> _Given records_:
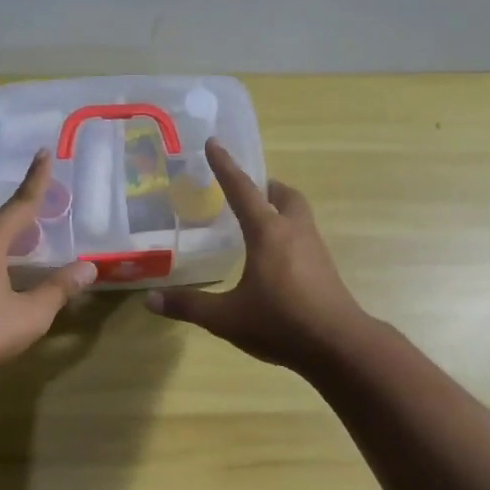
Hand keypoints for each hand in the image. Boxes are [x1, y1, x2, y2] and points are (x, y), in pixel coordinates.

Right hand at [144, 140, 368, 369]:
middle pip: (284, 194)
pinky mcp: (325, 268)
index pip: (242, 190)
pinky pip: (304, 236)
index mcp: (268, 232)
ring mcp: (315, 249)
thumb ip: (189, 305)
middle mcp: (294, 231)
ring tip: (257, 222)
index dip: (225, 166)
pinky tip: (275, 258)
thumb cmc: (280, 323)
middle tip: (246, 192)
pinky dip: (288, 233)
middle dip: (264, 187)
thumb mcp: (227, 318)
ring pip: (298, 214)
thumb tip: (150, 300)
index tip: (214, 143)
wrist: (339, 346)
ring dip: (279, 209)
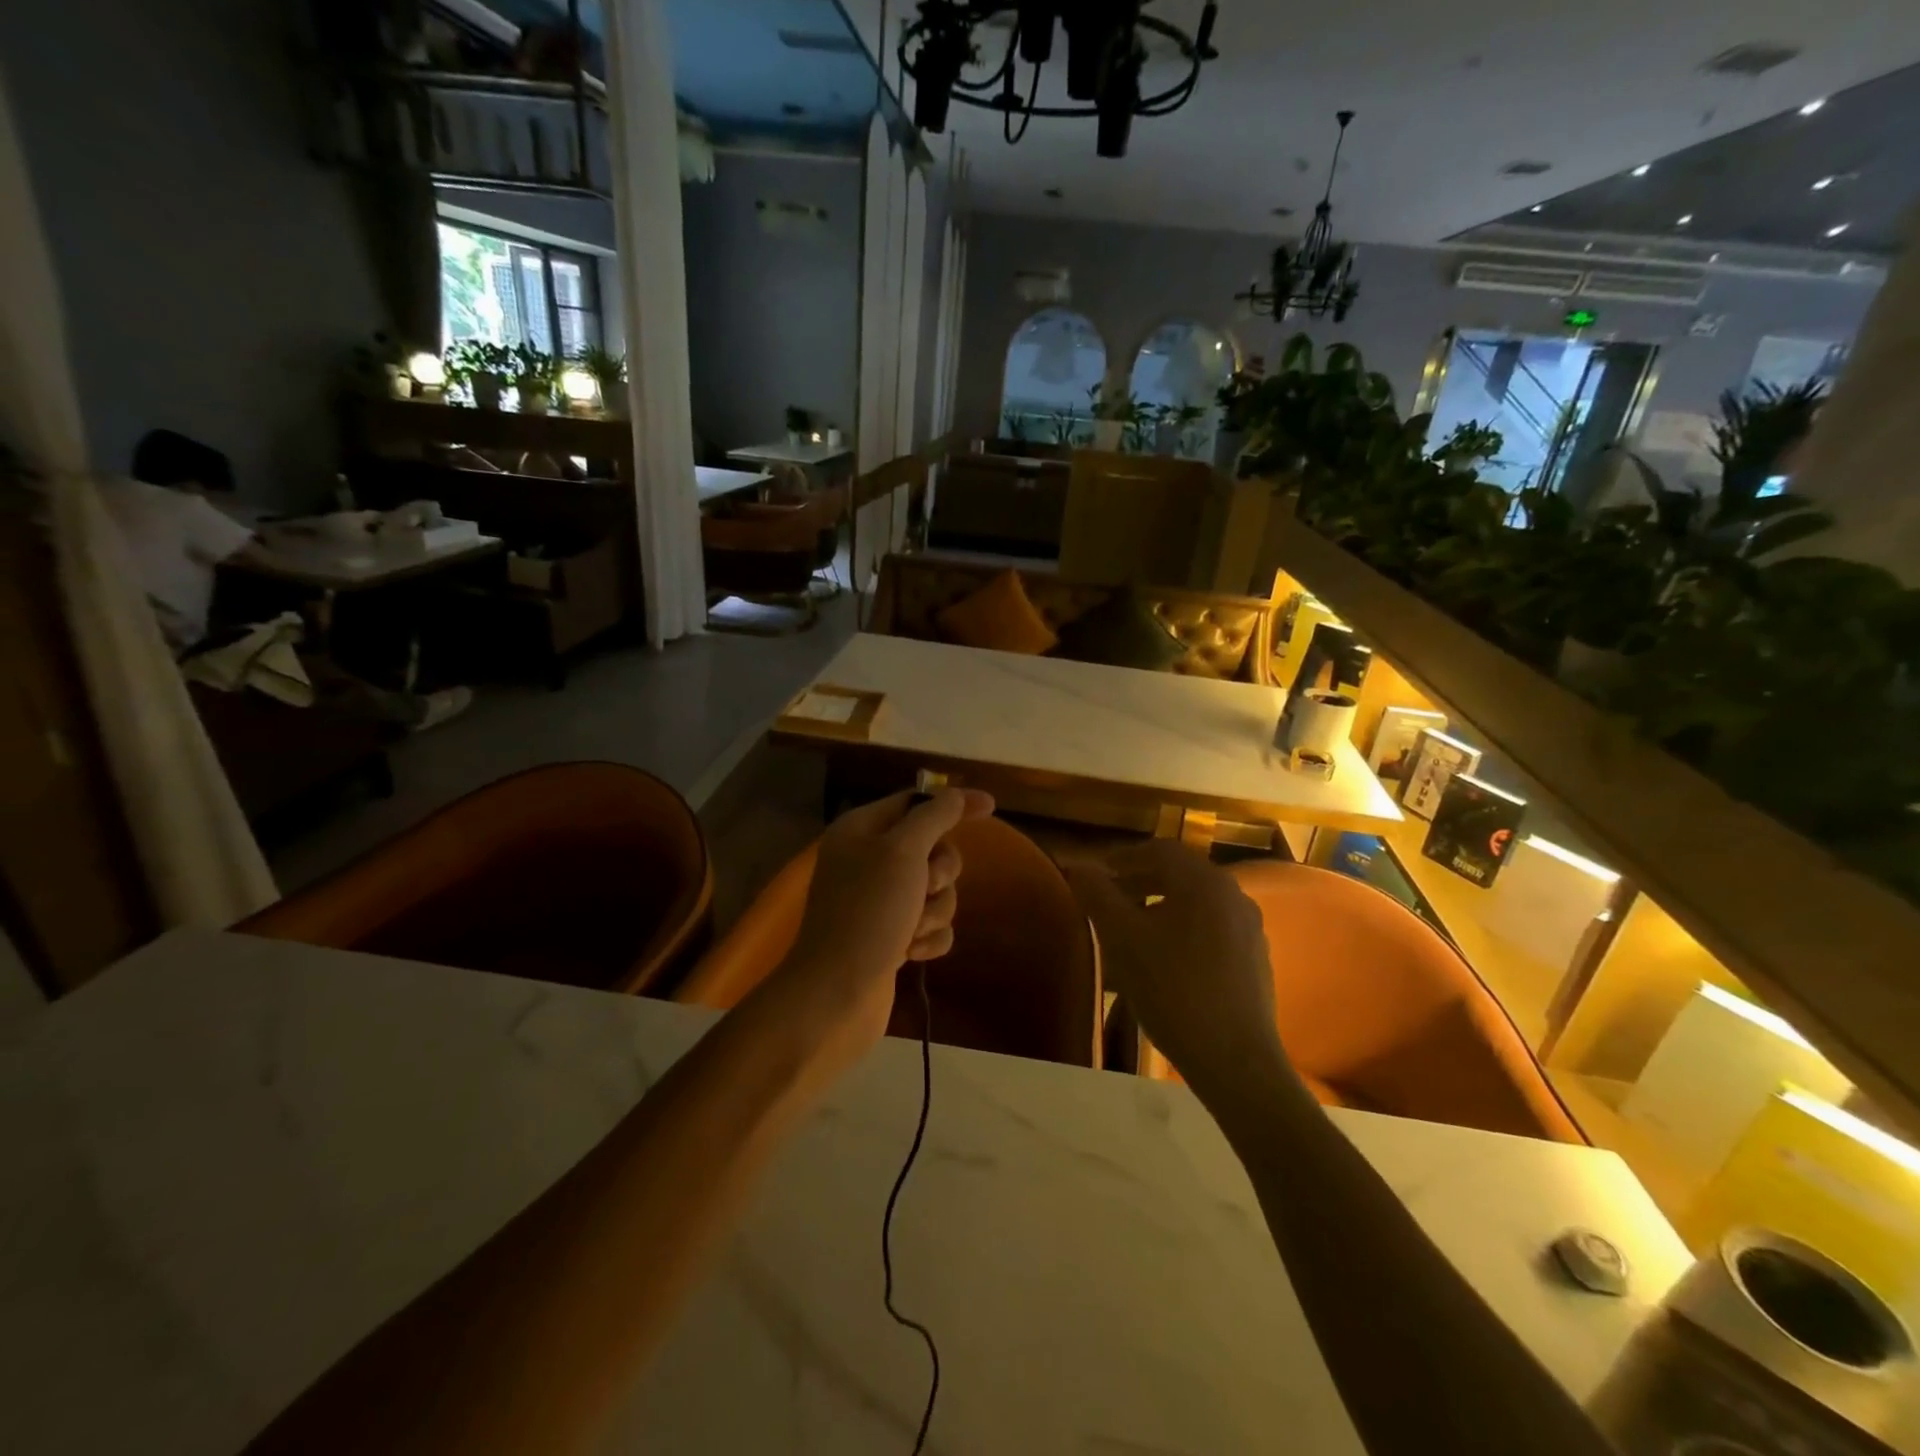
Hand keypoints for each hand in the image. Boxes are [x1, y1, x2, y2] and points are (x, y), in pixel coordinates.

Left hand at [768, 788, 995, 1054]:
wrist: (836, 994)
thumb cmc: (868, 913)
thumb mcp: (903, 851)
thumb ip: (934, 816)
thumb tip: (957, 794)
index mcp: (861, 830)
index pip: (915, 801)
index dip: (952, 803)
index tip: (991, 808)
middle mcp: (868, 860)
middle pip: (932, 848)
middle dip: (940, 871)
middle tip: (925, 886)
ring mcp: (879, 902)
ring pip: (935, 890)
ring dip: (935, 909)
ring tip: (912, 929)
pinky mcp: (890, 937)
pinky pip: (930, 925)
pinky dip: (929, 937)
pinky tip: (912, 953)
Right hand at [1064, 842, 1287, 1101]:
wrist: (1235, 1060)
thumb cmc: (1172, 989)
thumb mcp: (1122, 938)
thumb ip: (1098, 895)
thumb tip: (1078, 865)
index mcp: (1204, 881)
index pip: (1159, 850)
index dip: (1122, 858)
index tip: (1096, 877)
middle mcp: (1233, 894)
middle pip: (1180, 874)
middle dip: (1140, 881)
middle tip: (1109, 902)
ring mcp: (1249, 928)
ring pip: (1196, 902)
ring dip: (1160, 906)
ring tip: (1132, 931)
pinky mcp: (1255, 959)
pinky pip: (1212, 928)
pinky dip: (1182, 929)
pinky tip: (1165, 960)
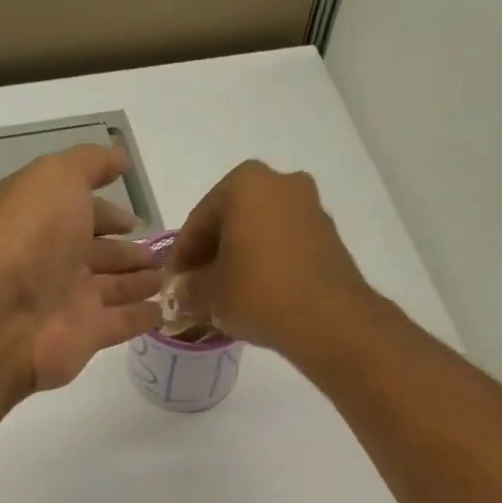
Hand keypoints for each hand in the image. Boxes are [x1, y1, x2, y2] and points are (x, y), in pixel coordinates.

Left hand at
---
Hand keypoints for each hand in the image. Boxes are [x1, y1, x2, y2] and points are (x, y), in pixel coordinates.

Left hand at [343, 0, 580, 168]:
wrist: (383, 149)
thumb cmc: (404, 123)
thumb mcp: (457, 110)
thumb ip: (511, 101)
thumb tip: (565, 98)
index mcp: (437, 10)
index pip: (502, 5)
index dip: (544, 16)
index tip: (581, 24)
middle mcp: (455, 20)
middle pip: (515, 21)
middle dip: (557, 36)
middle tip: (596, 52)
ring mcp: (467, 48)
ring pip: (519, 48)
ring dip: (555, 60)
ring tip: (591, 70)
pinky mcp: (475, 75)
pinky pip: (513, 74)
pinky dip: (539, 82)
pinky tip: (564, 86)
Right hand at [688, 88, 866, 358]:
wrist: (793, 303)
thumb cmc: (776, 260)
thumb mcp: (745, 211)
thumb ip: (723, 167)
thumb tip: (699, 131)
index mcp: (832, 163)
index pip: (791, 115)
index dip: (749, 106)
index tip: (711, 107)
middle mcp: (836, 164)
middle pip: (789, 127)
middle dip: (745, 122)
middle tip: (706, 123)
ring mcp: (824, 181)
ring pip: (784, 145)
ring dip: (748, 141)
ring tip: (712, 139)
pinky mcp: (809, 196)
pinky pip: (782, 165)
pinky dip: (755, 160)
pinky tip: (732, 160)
...
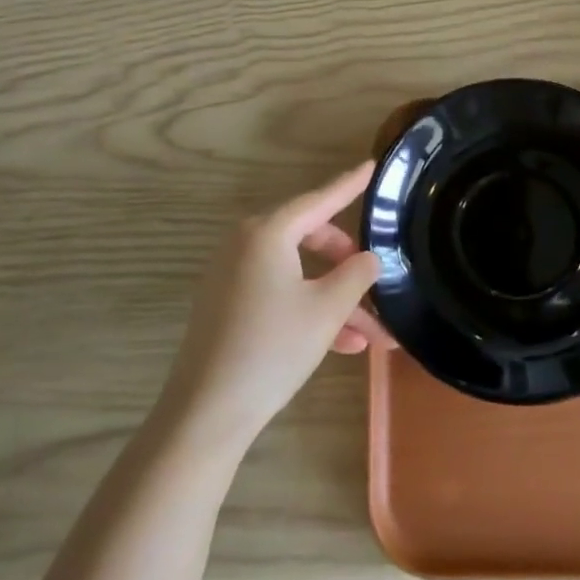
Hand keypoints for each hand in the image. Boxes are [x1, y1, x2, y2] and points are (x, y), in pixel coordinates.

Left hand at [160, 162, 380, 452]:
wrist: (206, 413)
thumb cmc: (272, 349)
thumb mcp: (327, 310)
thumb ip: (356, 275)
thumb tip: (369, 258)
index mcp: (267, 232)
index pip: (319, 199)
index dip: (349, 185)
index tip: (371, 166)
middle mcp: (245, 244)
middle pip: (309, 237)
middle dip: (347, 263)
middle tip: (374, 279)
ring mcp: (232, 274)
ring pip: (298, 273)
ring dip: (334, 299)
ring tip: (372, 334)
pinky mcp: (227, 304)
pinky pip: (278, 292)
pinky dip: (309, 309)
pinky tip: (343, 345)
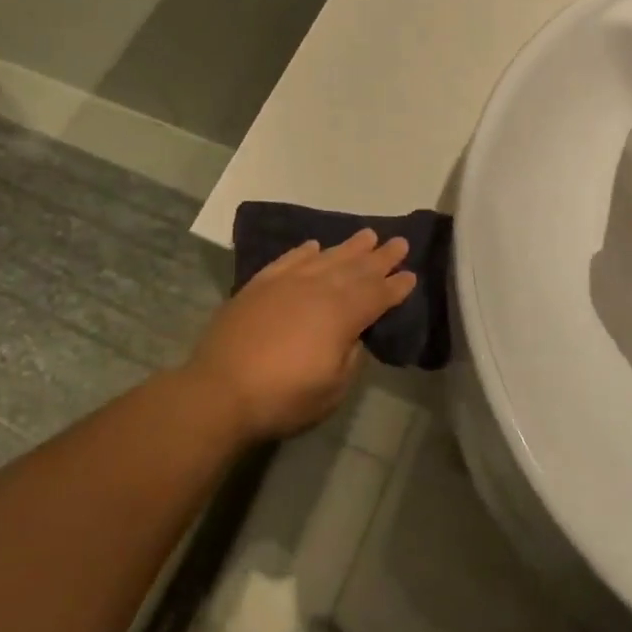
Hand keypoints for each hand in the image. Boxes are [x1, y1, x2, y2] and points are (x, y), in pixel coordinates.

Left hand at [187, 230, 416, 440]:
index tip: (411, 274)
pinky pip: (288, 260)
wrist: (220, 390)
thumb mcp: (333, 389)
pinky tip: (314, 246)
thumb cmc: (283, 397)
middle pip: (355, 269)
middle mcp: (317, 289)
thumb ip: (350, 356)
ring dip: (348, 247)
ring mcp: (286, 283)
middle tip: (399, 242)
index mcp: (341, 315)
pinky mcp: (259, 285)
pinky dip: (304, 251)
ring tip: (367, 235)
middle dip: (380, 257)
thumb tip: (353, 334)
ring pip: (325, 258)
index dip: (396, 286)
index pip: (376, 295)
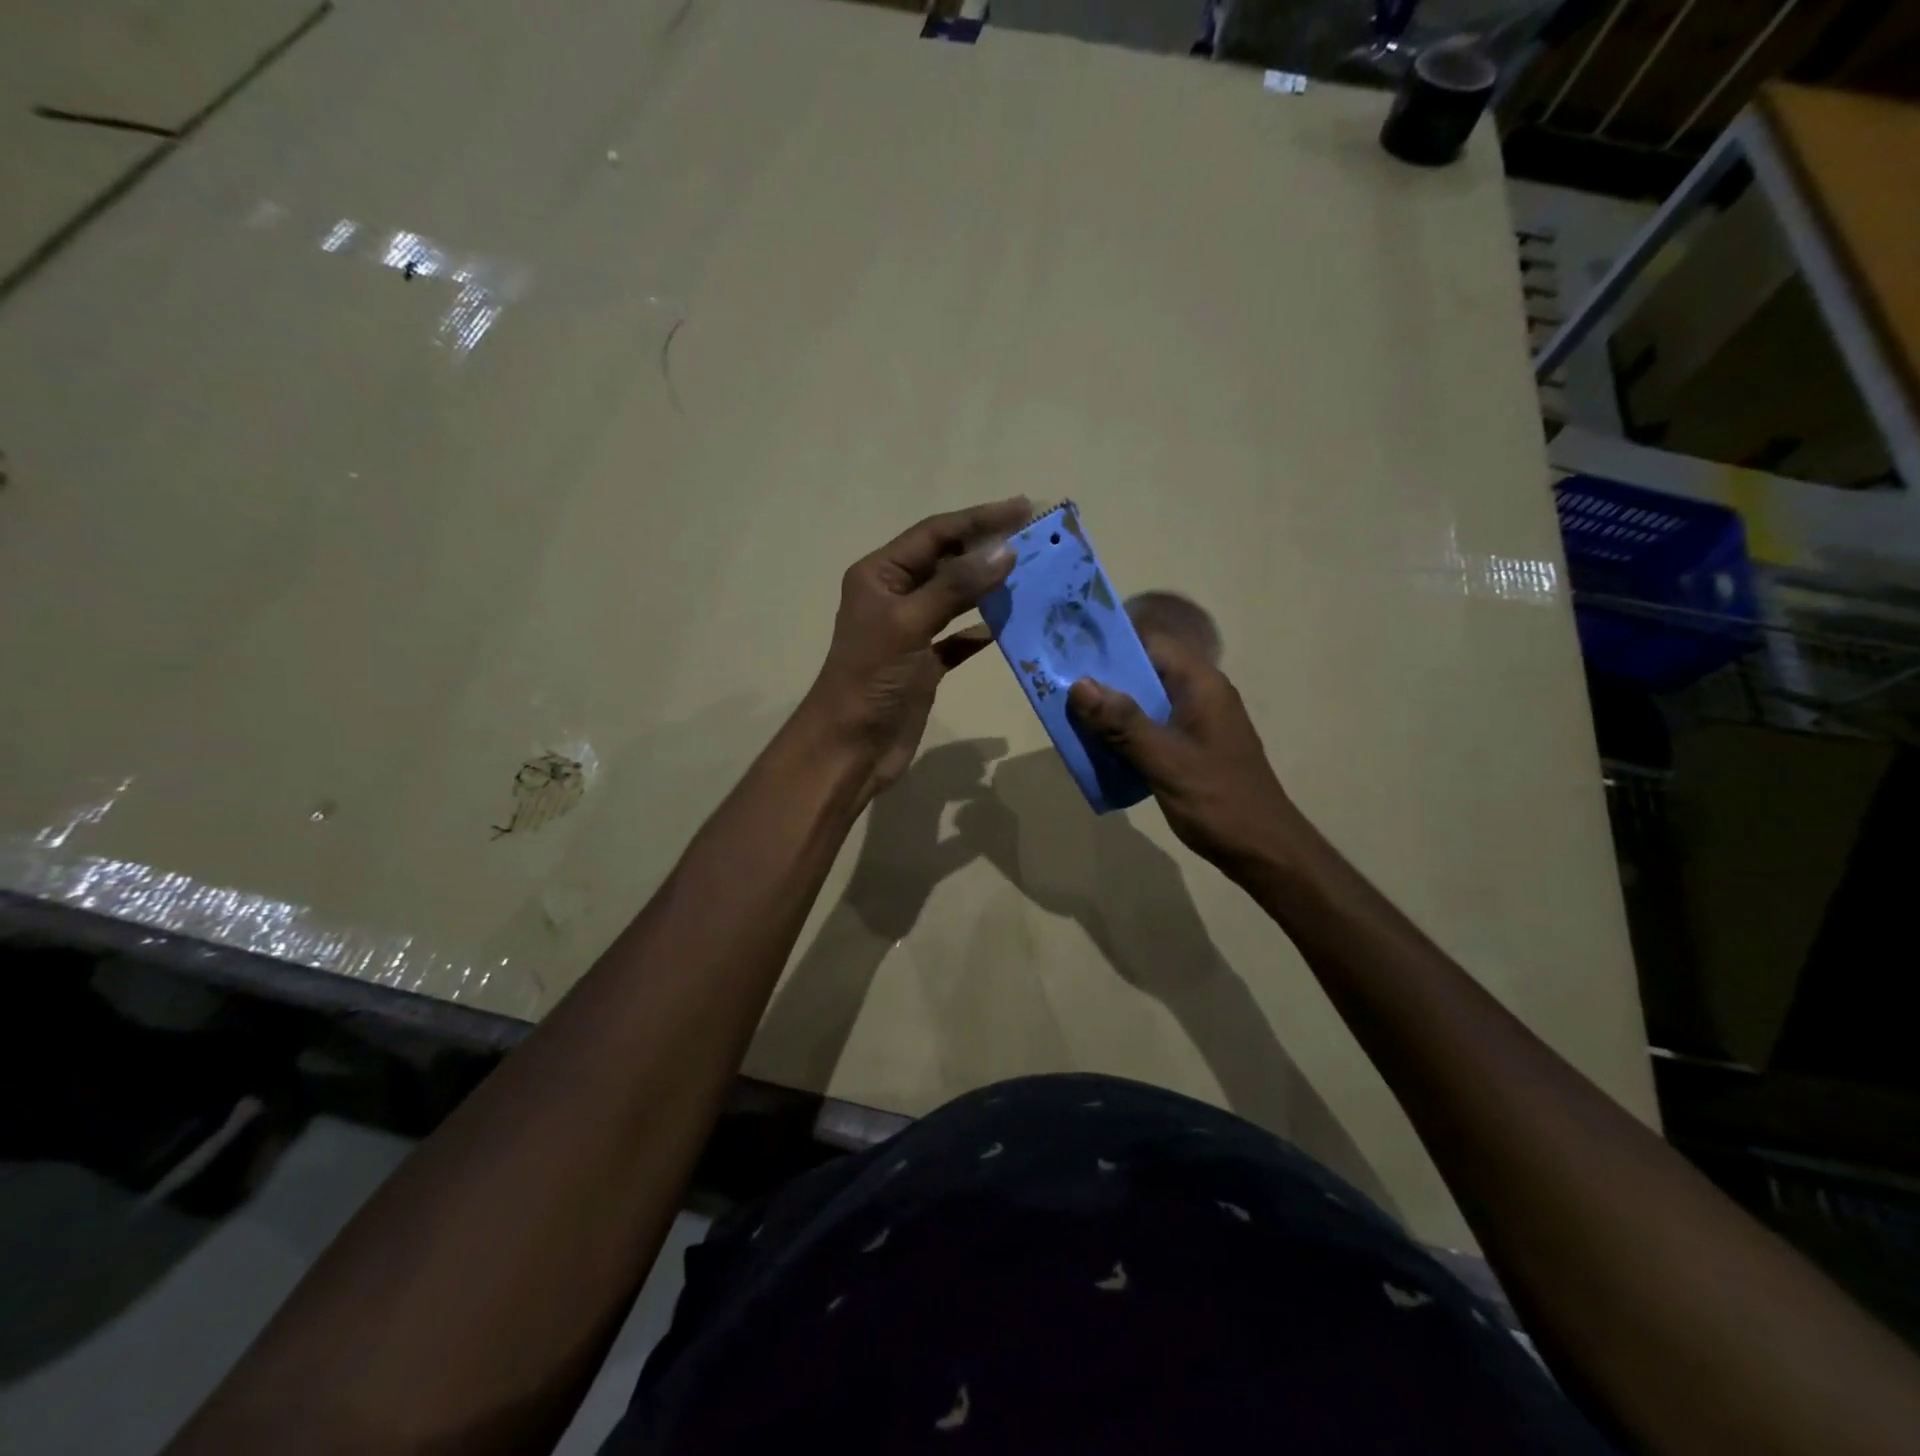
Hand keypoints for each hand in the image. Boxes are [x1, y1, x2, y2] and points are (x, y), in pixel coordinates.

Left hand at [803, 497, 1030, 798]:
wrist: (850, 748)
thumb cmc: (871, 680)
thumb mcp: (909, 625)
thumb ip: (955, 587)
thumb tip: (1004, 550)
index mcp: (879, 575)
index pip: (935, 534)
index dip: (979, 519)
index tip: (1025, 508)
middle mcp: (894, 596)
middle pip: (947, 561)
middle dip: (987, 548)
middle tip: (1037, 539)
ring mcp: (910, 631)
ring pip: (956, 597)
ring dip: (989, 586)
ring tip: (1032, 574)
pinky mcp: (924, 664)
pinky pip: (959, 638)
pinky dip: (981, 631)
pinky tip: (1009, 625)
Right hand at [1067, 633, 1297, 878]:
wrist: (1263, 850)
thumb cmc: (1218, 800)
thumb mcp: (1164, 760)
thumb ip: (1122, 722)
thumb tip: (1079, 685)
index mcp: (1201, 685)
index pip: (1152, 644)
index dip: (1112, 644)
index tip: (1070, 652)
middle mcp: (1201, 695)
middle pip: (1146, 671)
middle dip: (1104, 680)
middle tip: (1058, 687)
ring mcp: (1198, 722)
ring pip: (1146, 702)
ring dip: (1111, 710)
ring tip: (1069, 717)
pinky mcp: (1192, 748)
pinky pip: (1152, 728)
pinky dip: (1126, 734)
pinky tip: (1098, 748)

> _Goal of the exercise_: In the listing above, find the line with "thumb ip: (934, 816)" and the line with "ring tip: (912, 929)", then reproduce both and every line between them exactly.

> _Output for this exercise_:
thumb ip: (934, 816)
thumb tip: (957, 794)
index mcp: (861, 830)
index pip: (915, 801)
index dip: (952, 803)
index tip: (991, 808)
middle mcp: (868, 860)
middle pip: (932, 848)
middle dip: (940, 871)
middle tip: (925, 886)
ring mcp: (879, 902)
ring pip: (935, 890)
ring dip: (935, 909)
ring tip: (912, 929)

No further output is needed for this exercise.